*Record set*:
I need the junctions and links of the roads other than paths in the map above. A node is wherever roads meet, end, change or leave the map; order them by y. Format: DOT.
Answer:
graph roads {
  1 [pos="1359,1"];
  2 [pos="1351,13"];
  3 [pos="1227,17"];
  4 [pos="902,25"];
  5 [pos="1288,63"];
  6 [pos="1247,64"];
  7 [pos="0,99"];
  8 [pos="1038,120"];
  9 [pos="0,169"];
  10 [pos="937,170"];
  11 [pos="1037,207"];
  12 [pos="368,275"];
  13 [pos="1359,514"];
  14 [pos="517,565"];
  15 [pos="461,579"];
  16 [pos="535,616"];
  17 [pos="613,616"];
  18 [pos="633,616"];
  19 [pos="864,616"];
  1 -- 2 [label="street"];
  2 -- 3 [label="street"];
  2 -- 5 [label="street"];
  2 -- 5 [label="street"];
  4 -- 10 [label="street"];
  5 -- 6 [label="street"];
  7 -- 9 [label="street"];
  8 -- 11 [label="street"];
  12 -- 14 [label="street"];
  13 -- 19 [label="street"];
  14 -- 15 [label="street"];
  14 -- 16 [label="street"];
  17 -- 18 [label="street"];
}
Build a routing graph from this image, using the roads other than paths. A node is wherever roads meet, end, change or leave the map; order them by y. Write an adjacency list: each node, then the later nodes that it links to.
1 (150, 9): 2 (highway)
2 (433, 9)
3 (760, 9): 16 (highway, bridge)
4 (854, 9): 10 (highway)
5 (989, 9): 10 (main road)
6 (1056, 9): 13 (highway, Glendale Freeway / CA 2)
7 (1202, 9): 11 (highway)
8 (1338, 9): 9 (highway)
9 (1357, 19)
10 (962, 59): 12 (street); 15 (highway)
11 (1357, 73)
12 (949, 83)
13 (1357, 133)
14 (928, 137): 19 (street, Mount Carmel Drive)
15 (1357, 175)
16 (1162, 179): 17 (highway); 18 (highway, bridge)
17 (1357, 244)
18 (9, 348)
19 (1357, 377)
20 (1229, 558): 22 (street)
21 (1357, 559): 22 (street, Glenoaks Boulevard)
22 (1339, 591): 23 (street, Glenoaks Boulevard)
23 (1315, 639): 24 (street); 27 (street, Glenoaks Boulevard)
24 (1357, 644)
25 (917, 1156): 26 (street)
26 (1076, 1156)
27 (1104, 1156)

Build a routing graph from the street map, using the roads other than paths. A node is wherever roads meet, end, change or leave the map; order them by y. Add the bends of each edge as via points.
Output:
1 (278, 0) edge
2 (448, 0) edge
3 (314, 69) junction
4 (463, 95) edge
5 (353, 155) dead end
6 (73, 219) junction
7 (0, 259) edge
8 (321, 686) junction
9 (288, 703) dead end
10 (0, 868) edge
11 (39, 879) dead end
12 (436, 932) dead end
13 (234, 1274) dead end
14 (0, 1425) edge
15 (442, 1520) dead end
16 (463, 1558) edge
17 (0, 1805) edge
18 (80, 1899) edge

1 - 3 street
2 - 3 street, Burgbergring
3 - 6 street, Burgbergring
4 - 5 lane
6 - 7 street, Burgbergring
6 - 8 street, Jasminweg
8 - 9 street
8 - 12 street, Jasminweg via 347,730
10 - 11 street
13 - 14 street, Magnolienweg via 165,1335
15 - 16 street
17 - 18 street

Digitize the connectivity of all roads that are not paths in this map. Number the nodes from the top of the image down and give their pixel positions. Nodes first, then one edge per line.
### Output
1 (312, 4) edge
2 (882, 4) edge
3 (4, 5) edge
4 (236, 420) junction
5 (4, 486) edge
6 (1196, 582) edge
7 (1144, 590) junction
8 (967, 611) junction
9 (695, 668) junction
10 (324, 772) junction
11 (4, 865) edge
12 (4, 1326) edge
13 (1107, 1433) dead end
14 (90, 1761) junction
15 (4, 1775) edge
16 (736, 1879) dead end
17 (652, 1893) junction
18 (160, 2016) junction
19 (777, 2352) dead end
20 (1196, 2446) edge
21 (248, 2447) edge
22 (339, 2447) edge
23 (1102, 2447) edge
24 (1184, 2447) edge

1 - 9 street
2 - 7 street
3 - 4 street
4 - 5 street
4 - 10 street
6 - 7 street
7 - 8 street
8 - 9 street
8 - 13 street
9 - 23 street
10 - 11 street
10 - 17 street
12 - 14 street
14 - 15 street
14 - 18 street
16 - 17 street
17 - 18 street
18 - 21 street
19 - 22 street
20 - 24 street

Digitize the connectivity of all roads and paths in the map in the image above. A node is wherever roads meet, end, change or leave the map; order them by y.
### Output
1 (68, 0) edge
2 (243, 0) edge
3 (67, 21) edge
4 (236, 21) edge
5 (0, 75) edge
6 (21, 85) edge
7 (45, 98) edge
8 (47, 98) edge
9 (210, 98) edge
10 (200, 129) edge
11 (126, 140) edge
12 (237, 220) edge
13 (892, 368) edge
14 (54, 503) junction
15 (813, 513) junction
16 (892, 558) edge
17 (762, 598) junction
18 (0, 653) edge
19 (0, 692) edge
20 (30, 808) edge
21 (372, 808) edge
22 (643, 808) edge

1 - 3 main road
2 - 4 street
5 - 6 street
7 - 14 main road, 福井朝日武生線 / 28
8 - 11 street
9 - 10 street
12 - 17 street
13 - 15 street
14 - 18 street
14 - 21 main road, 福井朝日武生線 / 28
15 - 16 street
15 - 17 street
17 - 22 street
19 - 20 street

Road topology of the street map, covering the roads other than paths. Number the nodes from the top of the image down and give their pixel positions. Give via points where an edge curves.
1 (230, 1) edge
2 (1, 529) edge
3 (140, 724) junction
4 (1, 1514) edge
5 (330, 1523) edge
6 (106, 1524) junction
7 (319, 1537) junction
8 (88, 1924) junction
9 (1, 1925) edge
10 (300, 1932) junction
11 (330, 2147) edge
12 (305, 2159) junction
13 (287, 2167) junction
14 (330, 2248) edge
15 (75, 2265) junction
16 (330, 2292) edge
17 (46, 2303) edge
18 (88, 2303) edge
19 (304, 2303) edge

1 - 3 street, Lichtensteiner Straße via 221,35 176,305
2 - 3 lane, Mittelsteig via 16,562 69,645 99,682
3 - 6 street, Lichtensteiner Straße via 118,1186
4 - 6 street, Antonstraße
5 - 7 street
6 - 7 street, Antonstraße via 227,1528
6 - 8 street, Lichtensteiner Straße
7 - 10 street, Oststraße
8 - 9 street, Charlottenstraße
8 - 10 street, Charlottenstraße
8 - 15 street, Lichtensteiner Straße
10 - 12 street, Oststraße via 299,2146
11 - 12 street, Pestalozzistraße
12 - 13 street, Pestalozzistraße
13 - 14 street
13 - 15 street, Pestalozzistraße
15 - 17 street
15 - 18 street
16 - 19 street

*Problem statement*:
Output the records above, each one exactly, with none left out.

*Response for this exercise*:
I need the junctions and links of the roads other than paths in the map above. A node is wherever roads meet, end, change or leave the map; order them by y. Format: DOT.
Answer:
graph roads {
  1 [pos="1359,1"];
  2 [pos="1351,13"];
  3 [pos="1227,17"];
  4 [pos="902,25"];
  5 [pos="1288,63"];
  6 [pos="1247,64"];
  7 [pos="0,99"];
  8 [pos="1038,120"];
  9 [pos="0,169"];
  10 [pos="937,170"];
  11 [pos="1037,207"];
  12 [pos="368,275"];
  13 [pos="1359,514"];
  14 [pos="517,565"];
  15 [pos="461,579"];
  16 [pos="535,616"];
  17 [pos="613,616"];
  18 [pos="633,616"];
  19 [pos="864,616"];
  1 -- 2 [label="street"];
  2 -- 3 [label="street"];
  2 -- 5 [label="street"];
  2 -- 5 [label="street"];
  4 -- 10 [label="street"];
  5 -- 6 [label="street"];
  7 -- 9 [label="street"];
  8 -- 11 [label="street"];
  12 -- 14 [label="street"];
  13 -- 19 [label="street"];
  14 -- 15 [label="street"];
  14 -- 16 [label="street"];
  17 -- 18 [label="street"];
}
Build a routing graph from this image, using the roads other than paths. A node is wherever roads meet, end, change or leave the map; order them by y. Write an adjacency list: each node, then the later nodes that it links to.
1 (150, 9): 2 (highway)
2 (433, 9)
3 (760, 9): 16 (highway, bridge)
4 (854, 9): 10 (highway)
5 (989, 9): 10 (main road)
6 (1056, 9): 13 (highway, Glendale Freeway / CA 2)
7 (1202, 9): 11 (highway)
8 (1338, 9): 9 (highway)
9 (1357, 19)
10 (962, 59): 12 (street); 15 (highway)
11 (1357, 73)
12 (949, 83)
13 (1357, 133)
14 (928, 137): 19 (street, Mount Carmel Drive)
15 (1357, 175)
16 (1162, 179): 17 (highway); 18 (highway, bridge)
17 (1357, 244)
18 (9, 348)
19 (1357, 377)
20 (1229, 558): 22 (street)
21 (1357, 559): 22 (street, Glenoaks Boulevard)
22 (1339, 591): 23 (street, Glenoaks Boulevard)
23 (1315, 639): 24 (street); 27 (street, Glenoaks Boulevard)
24 (1357, 644)
25 (917, 1156): 26 (street)
26 (1076, 1156)
27 (1104, 1156)

Build a routing graph from the street map, using the roads other than paths. A node is wherever roads meet, end, change or leave the map; order them by y. Add the bends of each edge as via points.
Output:
1 (278, 0) edge
2 (448, 0) edge
3 (314, 69) junction
4 (463, 95) edge
5 (353, 155) dead end
6 (73, 219) junction
7 (0, 259) edge
8 (321, 686) junction
9 (288, 703) dead end
10 (0, 868) edge
11 (39, 879) dead end
12 (436, 932) dead end
13 (234, 1274) dead end
14 (0, 1425) edge
15 (442, 1520) dead end
16 (463, 1558) edge
17 (0, 1805) edge
18 (80, 1899) edge

1 - 3 street
2 - 3 street, Burgbergring
3 - 6 street, Burgbergring
4 - 5 lane
6 - 7 street, Burgbergring
6 - 8 street, Jasminweg
8 - 9 street
8 - 12 street, Jasminweg via 347,730
10 - 11 street
13 - 14 street, Magnolienweg via 165,1335
15 - 16 street
17 - 18 street

Digitize the connectivity of all roads that are not paths in this map. Number the nodes from the top of the image down and give their pixel positions. Nodes first, then one edge per line.
### Output
1 (312, 4) edge
2 (882, 4) edge
3 (4, 5) edge
4 (236, 420) junction
5 (4, 486) edge
6 (1196, 582) edge
7 (1144, 590) junction
8 (967, 611) junction
9 (695, 668) junction
10 (324, 772) junction
11 (4, 865) edge
12 (4, 1326) edge
13 (1107, 1433) dead end
14 (90, 1761) junction
15 (4, 1775) edge
16 (736, 1879) dead end
17 (652, 1893) junction
18 (160, 2016) junction
19 (777, 2352) dead end
20 (1196, 2446) edge
21 (248, 2447) edge
22 (339, 2447) edge
23 (1102, 2447) edge
24 (1184, 2447) edge

1 - 9 street
2 - 7 street
3 - 4 street
4 - 5 street
4 - 10 street
6 - 7 street
7 - 8 street
8 - 9 street
8 - 13 street
9 - 23 street
10 - 11 street
10 - 17 street
12 - 14 street
14 - 15 street
14 - 18 street
16 - 17 street
17 - 18 street
18 - 21 street
19 - 22 street
20 - 24 street

Digitize the connectivity of all roads and paths in the map in the image above. A node is wherever roads meet, end, change or leave the map; order them by y.
### Output
1 (68, 0) edge
2 (243, 0) edge
3 (67, 21) edge
4 (236, 21) edge
5 (0, 75) edge
6 (21, 85) edge
7 (45, 98) edge
8 (47, 98) edge
9 (210, 98) edge
10 (200, 129) edge
11 (126, 140) edge
12 (237, 220) edge
13 (892, 368) edge
14 (54, 503) junction
15 (813, 513) junction
16 (892, 558) edge
17 (762, 598) junction
18 (0, 653) edge
19 (0, 692) edge
20 (30, 808) edge
21 (372, 808) edge
22 (643, 808) edge

1 - 3 main road
2 - 4 street
5 - 6 street
7 - 14 main road, 福井朝日武生線 / 28
8 - 11 street
9 - 10 street
12 - 17 street
13 - 15 street
14 - 18 street
14 - 21 main road, 福井朝日武生線 / 28
15 - 16 street
15 - 17 street
17 - 22 street
19 - 20 street

Road topology of the street map, covering the roads other than paths. Number the nodes from the top of the image down and give their pixel positions. Give via points where an edge curves.
1 (230, 1) edge
2 (1, 529) edge
3 (140, 724) junction
4 (1, 1514) edge
5 (330, 1523) edge
6 (106, 1524) junction
7 (319, 1537) junction
8 (88, 1924) junction
9 (1, 1925) edge
10 (300, 1932) junction
11 (330, 2147) edge
12 (305, 2159) junction
13 (287, 2167) junction
14 (330, 2248) edge
15 (75, 2265) junction
16 (330, 2292) edge
17 (46, 2303) edge
18 (88, 2303) edge
19 (304, 2303) edge

1 - 3 street, Lichtensteiner Straße via 221,35 176,305
2 - 3 lane, Mittelsteig via 16,562 69,645 99,682
3 - 6 street, Lichtensteiner Straße via 118,1186
4 - 6 street, Antonstraße
5 - 7 street
6 - 7 street, Antonstraße via 227,1528
6 - 8 street, Lichtensteiner Straße
7 - 10 street, Oststraße
8 - 9 street, Charlottenstraße
8 - 10 street, Charlottenstraße
8 - 15 street, Lichtensteiner Straße
10 - 12 street, Oststraße via 299,2146
11 - 12 street, Pestalozzistraße
12 - 13 street, Pestalozzistraße
13 - 14 street
13 - 15 street, Pestalozzistraße
15 - 17 street
15 - 18 street
16 - 19 street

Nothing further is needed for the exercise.